Good examples of version() algebra in real code

Walter Bright newshound2 at digitalmars.com
Mon May 22 18:17:08 UTC 2023


On 5/22/2023 4:06 AM, Hipreme wrote:
> Yes, I do understand. Although I prefer `static assert` to not be used, but the 
> runtime `assert`. I have done a port of the druntime and the `static assert` 
> usage really is a pain since there is just a plain lot of code which is not used 
> by me, but only for its existence, it causes a compilation error.

Runtime assert doesn't work at module scope. Also, it's usually better to catch 
porting errors at compile time, rather than after the code was shipped.


> I think the feature based is cleaner to read most of the time (and scalable), I 
> have done a good refactor in a lot of D code already using that, and IMO, it did 
> done wonders into making the code intention crystal clear even for non 
> maintainers. This is a thing which I've come to understand the decision of not 
> allowing boolean operators on `version`. Maybe if there was a construct for 
> allowing **only version declaration** with boolean operators like:
> `version RelaxedSystems = version(Windows && linux && !OSX)` (it would not be 
> global as the `version` is right now. i.e: not allow this syntax to be used 
> standalone.

As I mentioned elsewhere, that goes wrong, too.


> So, the operators aren't really the hell that causes the `#ifdef` hell as you 
> said. The problem are 2:
> 
> 1: They being defined over all files. While trying to port newlibc, I've come to 
> find a type to be defined over 6 files. Which meant I really went jumping from a 
> file to file until I was able to find how the type were defined. This is a real 
> problem since the type is not self contained so it is super hard to look. How to 
> solve that: D has solved! Just make the `version =` not spam into multiple files.

Yup. D does not "import" versions from other modules. This was another crucial 
design decision that has paid off handsomely.
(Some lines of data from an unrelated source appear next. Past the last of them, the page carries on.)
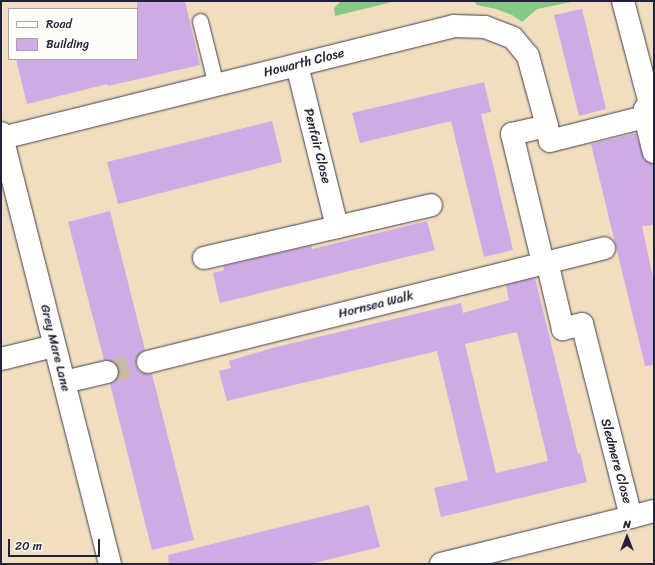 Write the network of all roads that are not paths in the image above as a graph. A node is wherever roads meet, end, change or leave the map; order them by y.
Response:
1 (623, 1) edge
2 (200, 20) dead end
3 (297, 65) junction
4 (216, 85) junction
5 (650, 111) edge
6 (547, 126) junction
7 (2, 135) edge
8 (654, 152) edge
9 (431, 205) dead end
10 (338, 227) junction
11 (604, 248) dead end
12 (204, 258) dead end
13 (545, 263) junction
14 (54, 346) junction
15 (1, 359) edge
16 (148, 362) tunnel mouth
17 (107, 372) tunnel mouth
18 (64, 382) junction
19 (654, 511) edge
20 (630, 517) junction
21 (110, 564) edge
22 (441, 564) edge

1 - 5 street
2 - 4 lane
3 - 4 street, Howarth Close
3 - 6 street, Howarth Close
3 - 10 street, Penfair Close
4 - 7 street, Howarth Close
5 - 6 street, Howarth Close
5 - 8 street
6 - 13 street, Sledmere Close
7 - 14 street, Grey Mare Lane
9 - 10 street
10 - 12 street
11 - 13 street, Hornsea Walk
13 - 16 street, Hornsea Walk
13 - 20 street, Sledmere Close
14 - 15 street
14 - 18 street, Grey Mare Lane
17 - 18 street
18 - 21 street, Grey Mare Lane
19 - 20 street
20 - 22 street, Sledmere Close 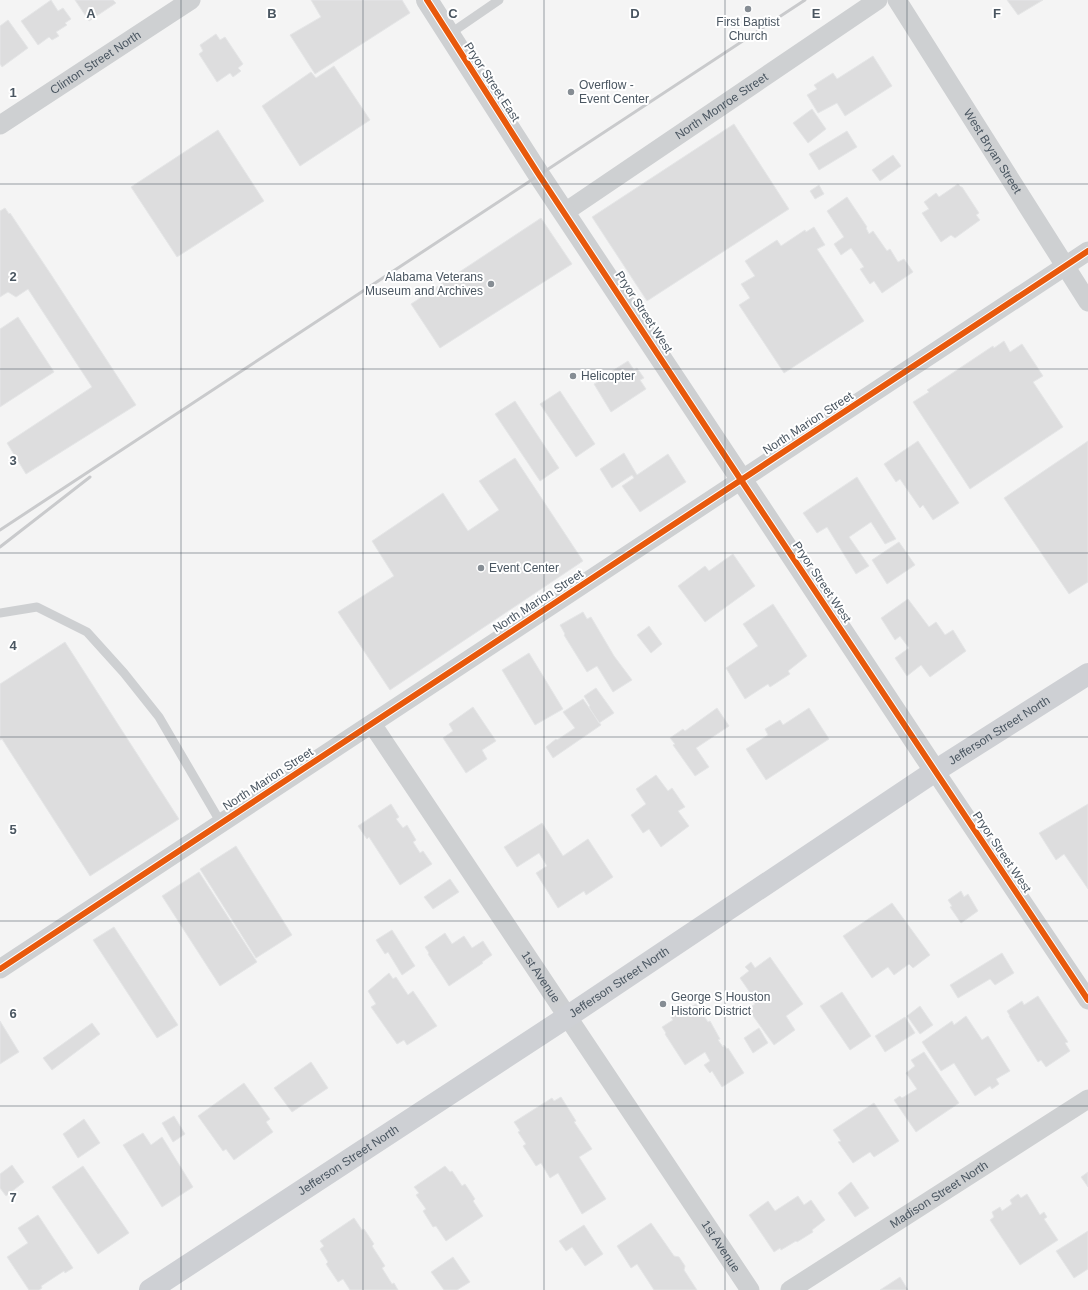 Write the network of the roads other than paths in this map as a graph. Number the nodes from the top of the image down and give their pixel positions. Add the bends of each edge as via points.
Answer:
1 (191, 0) edge
2 (427, 0) edge
3 (499, 0) edge
4 (878, 0) edge
5 (897, 0) edge
6 (448, 35) junction
7 (0, 125) edge
8 (539, 175) joint
9 (565, 212) junction
10 (1088, 251) edge
11 (1064, 267) junction
12 (1088, 302) edge
13 (741, 480) junction
14 (0, 613) edge
15 (1088, 674) edge
16 (372, 724) junction
17 (935, 771) junction
18 (221, 823) junction
19 (0, 969) edge
20 (1088, 1000) edge
21 (567, 1017) junction
22 (1088, 1099) edge
23 (150, 1290) edge
24 (750, 1290) edge
25 (790, 1290) edge

1 - 7 street, Clinton Street North
2 - 6 street, Pryor Street East
3 - 6 lane
4 - 9 street, North Monroe Street
5 - 11 street, West Bryan Street
6 - 8 street, Pryor Street East
8 - 9 street, Pryor Street West
9 - 13 street, Pryor Street West
10 - 11 street, North Marion Street
11 - 12 street, West Bryan Street
11 - 13 street, North Marion Street
13 - 16 street, North Marion Street
13 - 17 street, Pryor Street West
14 - 18 lane via 37,607 87,632 159,717
15 - 17 main road, Jefferson Street North
16 - 18 street, North Marion Street
16 - 21 street, 1st Avenue
17 - 20 street, Pryor Street West
17 - 21 main road, Jefferson Street North
18 - 19 street, North Marion Street
21 - 23 main road, Jefferson Street North
21 - 24 street, 1st Avenue
22 - 25 street, Madison Street North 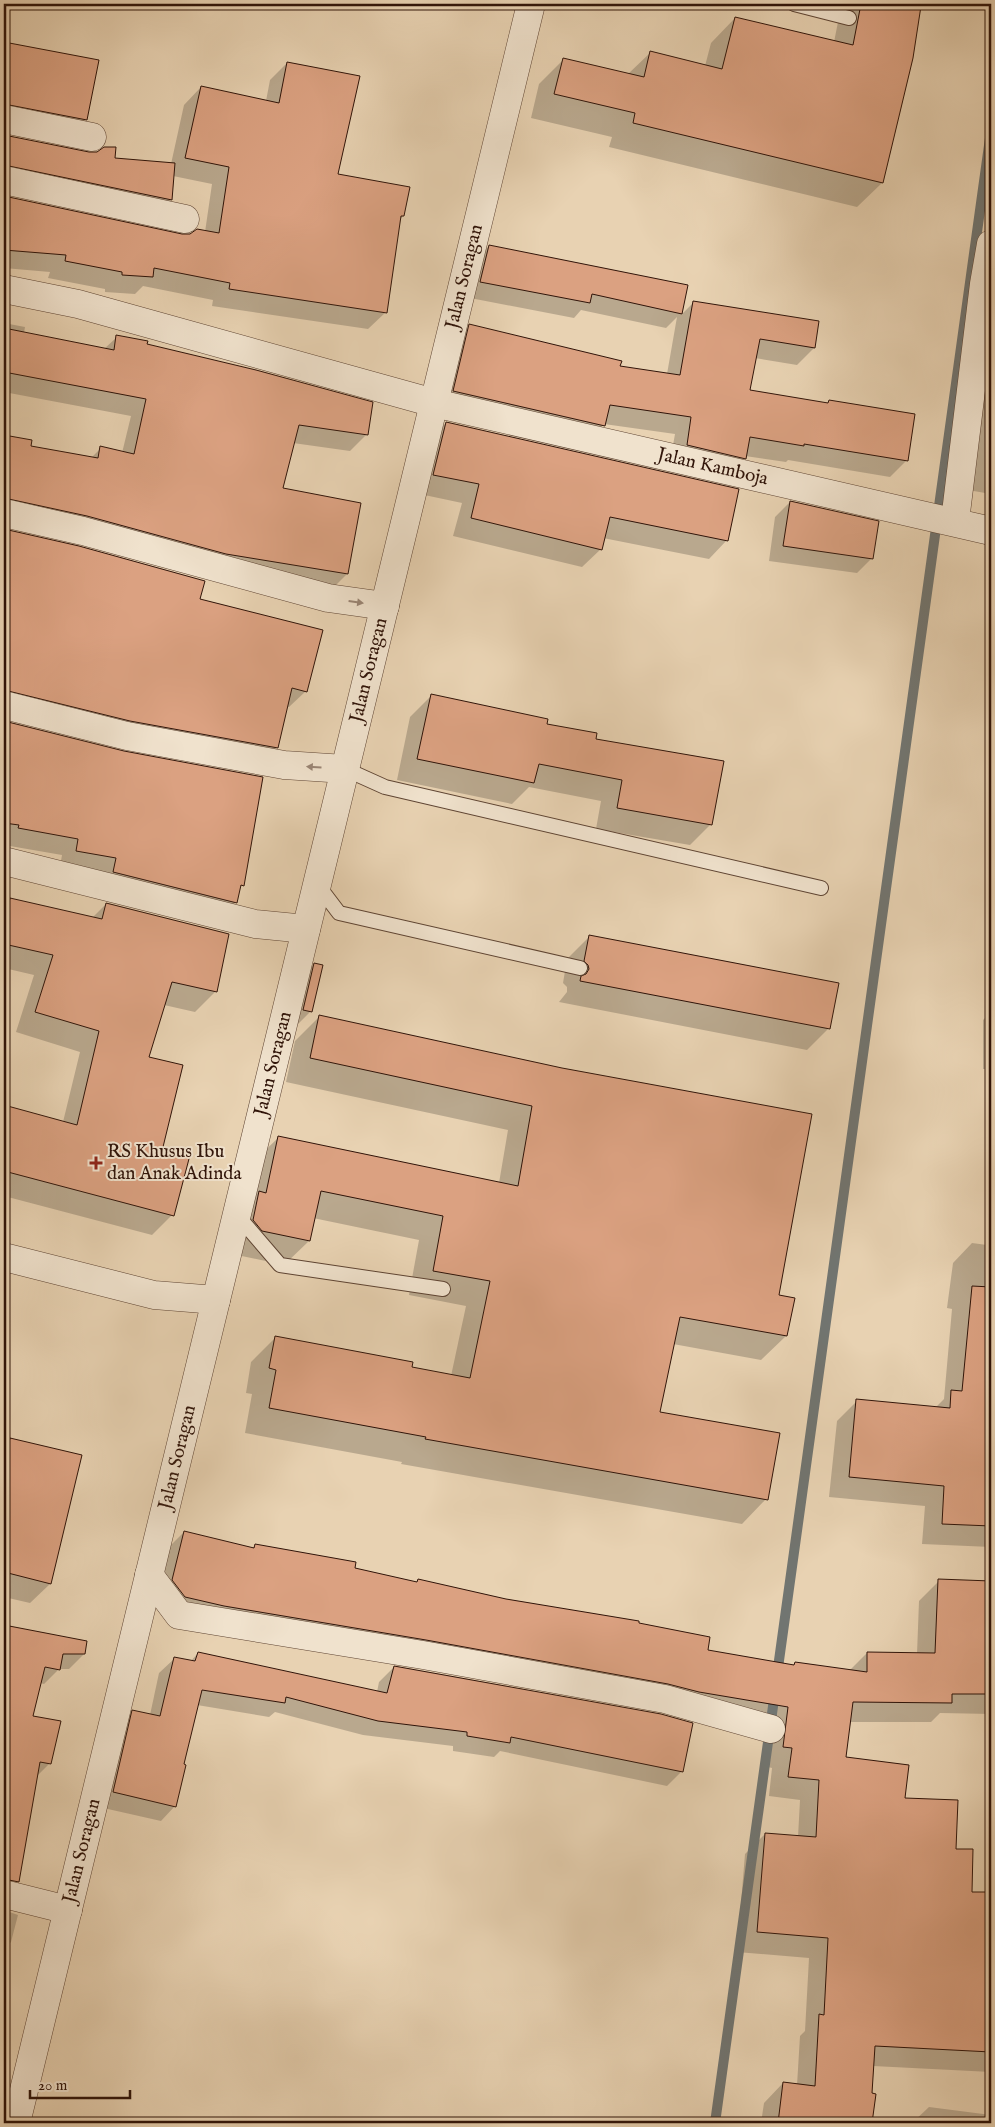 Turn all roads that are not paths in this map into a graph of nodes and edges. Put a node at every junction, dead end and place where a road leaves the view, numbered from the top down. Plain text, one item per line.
1 (530, 4) edge
2 (794, 4) edge
3 (849, 18) dead end
4 (4, 119) edge
5 (92, 137) dead end
6 (4, 180) edge
7 (185, 219) dead end
8 (991, 244) edge
9 (4, 289) edge
10 (984, 344) edge
11 (434, 403) junction
12 (4, 513) edge
13 (949, 520) junction
14 (991, 531) edge
15 (385, 606) junction
16 (4, 705) edge
17 (345, 769) junction
18 (4, 861) edge
19 (317, 884) junction
20 (821, 888) dead end
21 (306, 929) junction
22 (580, 968) dead end
23 (237, 1215) junction
24 (4, 1257) edge
25 (443, 1289) dead end
26 (216, 1300) junction
27 (149, 1575) junction
28 (771, 1729) dead end
29 (4, 1894) edge
30 (68, 1910) junction
31 (16, 2123) edge

1 - 11 street, Jalan Soragan
2 - 3 lane
4 - 5 street
6 - 7 street
8 - 10 street
9 - 11 street, Jalan Kamboja
10 - 13 street
11 - 13 street, Jalan Kamboja
11 - 15 street, Jalan Soragan
12 -> 15 street
13 - 14 street, Jalan Kamboja
15 - 17 street, Jalan Soragan
17 -> 16 street
17 - 19 street, Jalan Soragan
17 - 20 lane
18 - 21 street
19 - 21 street, Jalan Soragan
19 - 22 lane
21 - 23 street, Jalan Soragan
23 - 25 lane
23 - 26 street, Jalan Soragan
24 - 26 street
26 - 27 street, Jalan Soragan
27 - 28 street
27 - 30 street, Jalan Soragan
29 - 30 street
30 - 31 street, Jalan Soragan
How miserable it is in C to figure 
out where a #define is coming from in the typical rat's nests of #include's, or 
even if it is #define'd at all.


> 2: Operators: they don't really make sense when other people are looking into 
> them, which is solved by having the feature named, so, enforcing the naming to 
> use the operators could be a problem solving in the syntax.

Most people read code a hundred times more than they write code, so being a bit 
verbose to improve reading is a worthwhile tradeoff.


 > Since they aren't
 > global, they are painful to keep writing all the time the same thing (I've tried
 > doing that on directx-d binding and omg, I basically got a 8 line headers in
 > almost all files, sure, it is easier to read than C, but it was painful writing
 > them).

The technique, as I mentioned in the upstream post, is to have the feature 
versions in one file, have `extraFunctionality()` defined as doing something or 
a noop in that file, and just call `extraFunctionality()` elsewhere.

I should write an article about this.